— TASK GOAL —
An exact copy of every record below is needed, with all pictures removed.

[Entries taken from a collection]

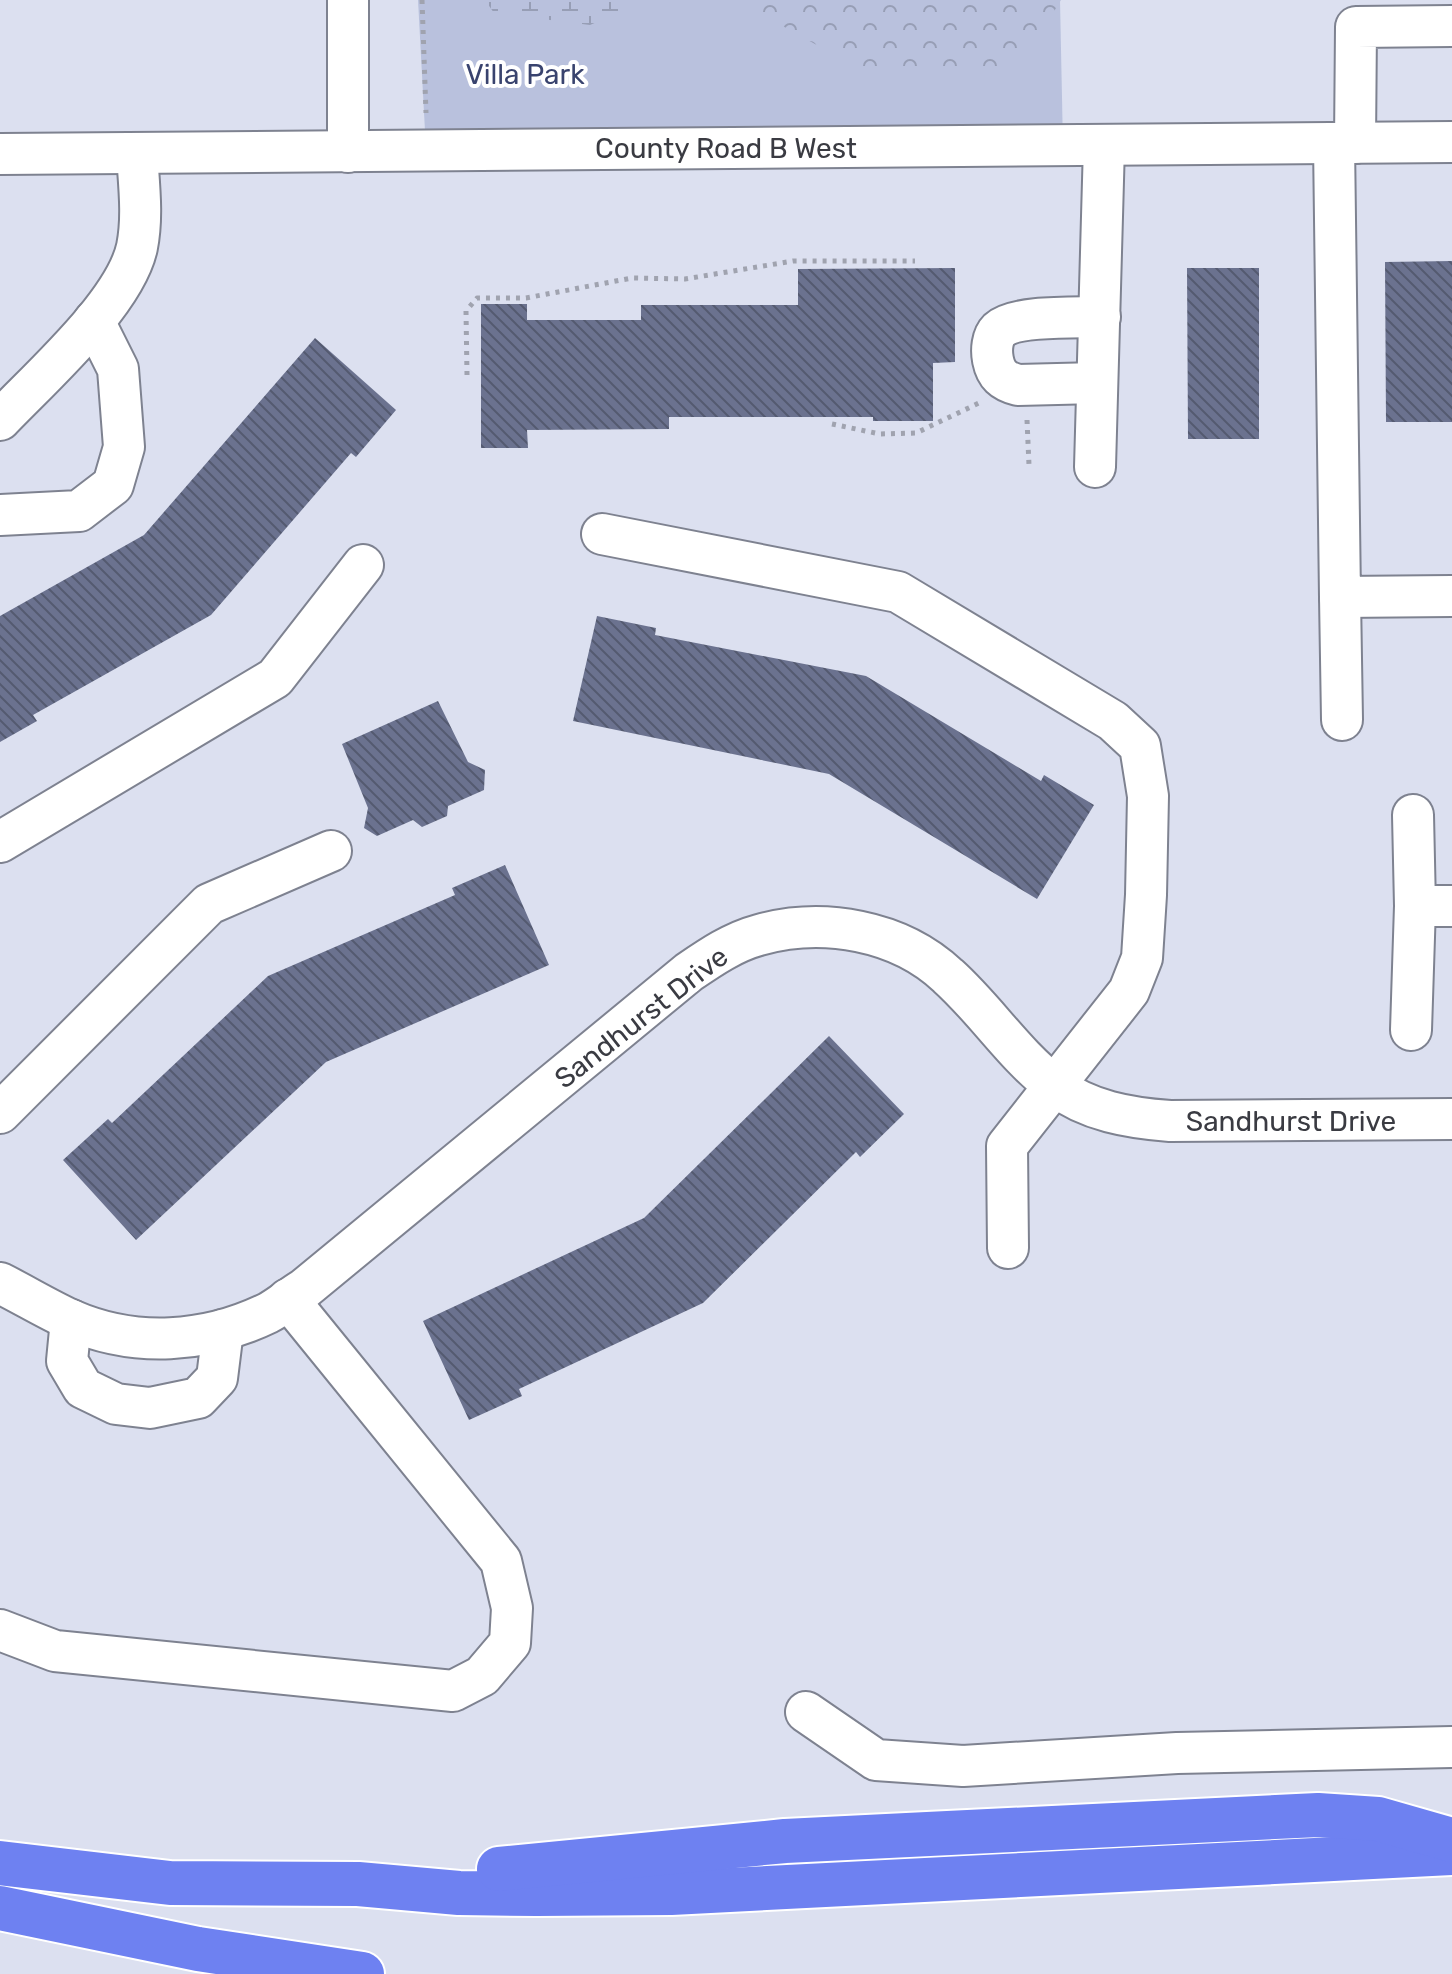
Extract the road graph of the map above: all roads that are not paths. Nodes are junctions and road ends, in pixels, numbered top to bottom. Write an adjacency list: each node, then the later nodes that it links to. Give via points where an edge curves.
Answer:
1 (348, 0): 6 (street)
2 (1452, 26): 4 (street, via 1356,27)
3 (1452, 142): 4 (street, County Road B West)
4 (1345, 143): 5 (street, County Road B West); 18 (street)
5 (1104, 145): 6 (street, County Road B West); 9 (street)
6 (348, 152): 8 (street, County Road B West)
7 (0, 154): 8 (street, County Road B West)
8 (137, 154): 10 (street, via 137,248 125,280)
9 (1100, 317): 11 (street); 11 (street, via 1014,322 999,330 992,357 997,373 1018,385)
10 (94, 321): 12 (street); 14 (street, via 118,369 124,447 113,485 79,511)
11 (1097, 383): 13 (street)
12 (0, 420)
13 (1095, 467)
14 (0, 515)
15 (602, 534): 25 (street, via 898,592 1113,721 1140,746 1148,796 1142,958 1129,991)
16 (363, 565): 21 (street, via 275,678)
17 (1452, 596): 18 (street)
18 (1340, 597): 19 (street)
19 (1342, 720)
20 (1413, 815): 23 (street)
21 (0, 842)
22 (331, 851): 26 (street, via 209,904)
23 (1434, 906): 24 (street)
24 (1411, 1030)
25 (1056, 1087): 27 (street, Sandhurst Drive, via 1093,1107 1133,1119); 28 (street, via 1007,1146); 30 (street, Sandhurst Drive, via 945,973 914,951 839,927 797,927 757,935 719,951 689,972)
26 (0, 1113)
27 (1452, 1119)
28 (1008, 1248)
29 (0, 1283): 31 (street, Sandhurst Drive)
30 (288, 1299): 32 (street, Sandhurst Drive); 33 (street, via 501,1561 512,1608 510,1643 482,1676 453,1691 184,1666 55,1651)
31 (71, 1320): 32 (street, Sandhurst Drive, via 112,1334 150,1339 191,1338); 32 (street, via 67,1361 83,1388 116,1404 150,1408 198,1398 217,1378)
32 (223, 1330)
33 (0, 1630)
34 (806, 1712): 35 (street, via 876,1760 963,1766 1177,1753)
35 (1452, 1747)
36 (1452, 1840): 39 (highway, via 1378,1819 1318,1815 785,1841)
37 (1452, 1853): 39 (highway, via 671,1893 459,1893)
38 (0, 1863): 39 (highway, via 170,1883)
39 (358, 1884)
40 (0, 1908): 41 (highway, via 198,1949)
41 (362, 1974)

— SOLUTION FOR THIS EXERCISE —
Extract the road graph of the map above: all roads that are not paths. Nodes are junctions and road ends, in pixels, numbered top to bottom. Write an adjacency list: each node, then the later nodes that it links to. Give via points where an edge curves.
Answer:
1 (348, 0): 6 (street)
2 (1452, 26): 4 (street, via 1356,27)
3 (1452, 142): 4 (street, County Road B West)
4 (1345, 143): 5 (street, County Road B West); 18 (street)
5 (1104, 145): 6 (street, County Road B West); 9 (street)
6 (348, 152): 8 (street, County Road B West)
7 (0, 154): 8 (street, County Road B West)
8 (137, 154): 10 (street, via 137,248 125,280)
9 (1100, 317): 11 (street); 11 (street, via 1014,322 999,330 992,357 997,373 1018,385)
10 (94, 321): 12 (street); 14 (street, via 118,369 124,447 113,485 79,511)
11 (1097, 383): 13 (street)
12 (0, 420)
13 (1095, 467)
14 (0, 515)
15 (602, 534): 25 (street, via 898,592 1113,721 1140,746 1148,796 1142,958 1129,991)
16 (363, 565): 21 (street, via 275,678)
17 (1452, 596): 18 (street)
18 (1340, 597): 19 (street)
19 (1342, 720)
20 (1413, 815): 23 (street)
21 (0, 842)
22 (331, 851): 26 (street, via 209,904)
23 (1434, 906): 24 (street)
24 (1411, 1030)
25 (1056, 1087): 27 (street, Sandhurst Drive, via 1093,1107 1133,1119); 28 (street, via 1007,1146); 30 (street, Sandhurst Drive, via 945,973 914,951 839,927 797,927 757,935 719,951 689,972)
26 (0, 1113)
27 (1452, 1119)
28 (1008, 1248)
29 (0, 1283): 31 (street, Sandhurst Drive)
30 (288, 1299): 32 (street, Sandhurst Drive); 33 (street, via 501,1561 512,1608 510,1643 482,1676 453,1691 184,1666 55,1651)
31 (71, 1320): 32 (street, Sandhurst Drive, via 112,1334 150,1339 191,1338); 32 (street, via 67,1361 83,1388 116,1404 150,1408 198,1398 217,1378)
32 (223, 1330)
33 (0, 1630)
34 (806, 1712): 35 (street, via 876,1760 963,1766 1177,1753)
35 (1452, 1747)
36 (1452, 1840): 39 (highway, via 1378,1819 1318,1815 785,1841)
37 (1452, 1853): 39 (highway, via 671,1893 459,1893)
38 (0, 1863): 39 (highway, via 170,1883)
39 (358, 1884)
40 (0, 1908): 41 (highway, via 198,1949)
41 (362, 1974)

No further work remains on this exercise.